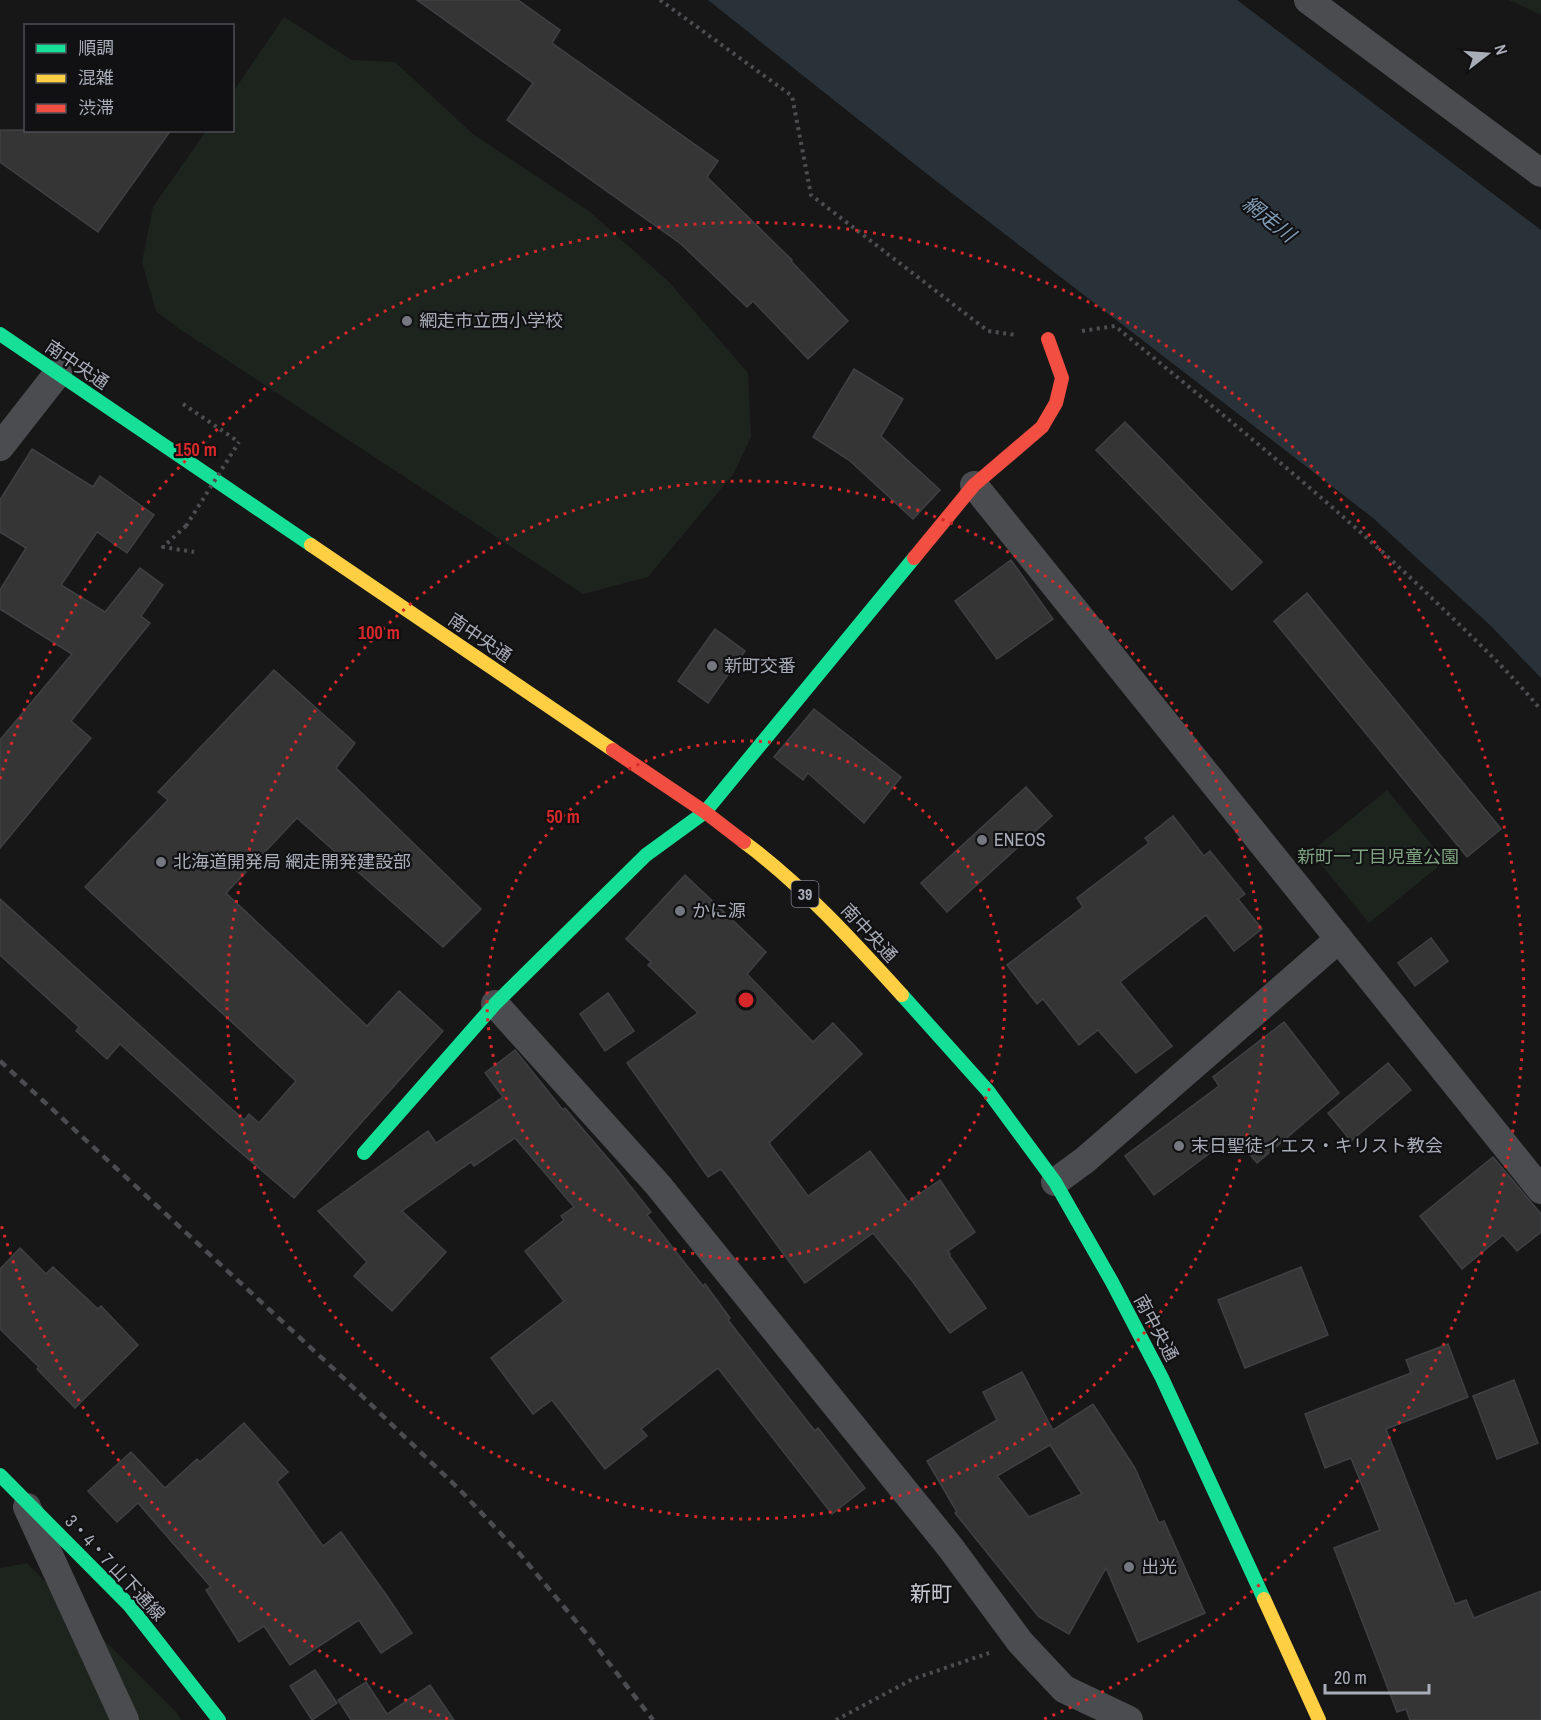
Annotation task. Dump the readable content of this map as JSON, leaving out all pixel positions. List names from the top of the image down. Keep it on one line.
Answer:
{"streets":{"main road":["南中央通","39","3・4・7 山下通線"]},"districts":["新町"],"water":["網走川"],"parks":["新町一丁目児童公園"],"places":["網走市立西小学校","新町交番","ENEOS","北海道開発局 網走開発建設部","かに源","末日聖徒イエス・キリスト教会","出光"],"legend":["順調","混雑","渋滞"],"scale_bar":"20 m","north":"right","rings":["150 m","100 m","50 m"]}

> [THE TASK]: Reproduce every line above as written, skipping pictures.

> [SOLUTION]:
Annotation task. Dump the readable content of this map as JSON, leaving out all pixel positions. List names from the top of the image down. Keep it on one line.
Answer:
{"streets":{"main road":["南中央通","39","3・4・7 山下通線"]},"districts":["新町"],"water":["網走川"],"parks":["新町一丁目児童公園"],"places":["網走市立西小学校","新町交番","ENEOS","北海道開発局 網走開発建設部","かに源","末日聖徒イエス・キリスト教会","出光"],"legend":["順調","混雑","渋滞"],"scale_bar":"20 m","north":"right","rings":["150 m","100 m","50 m"]}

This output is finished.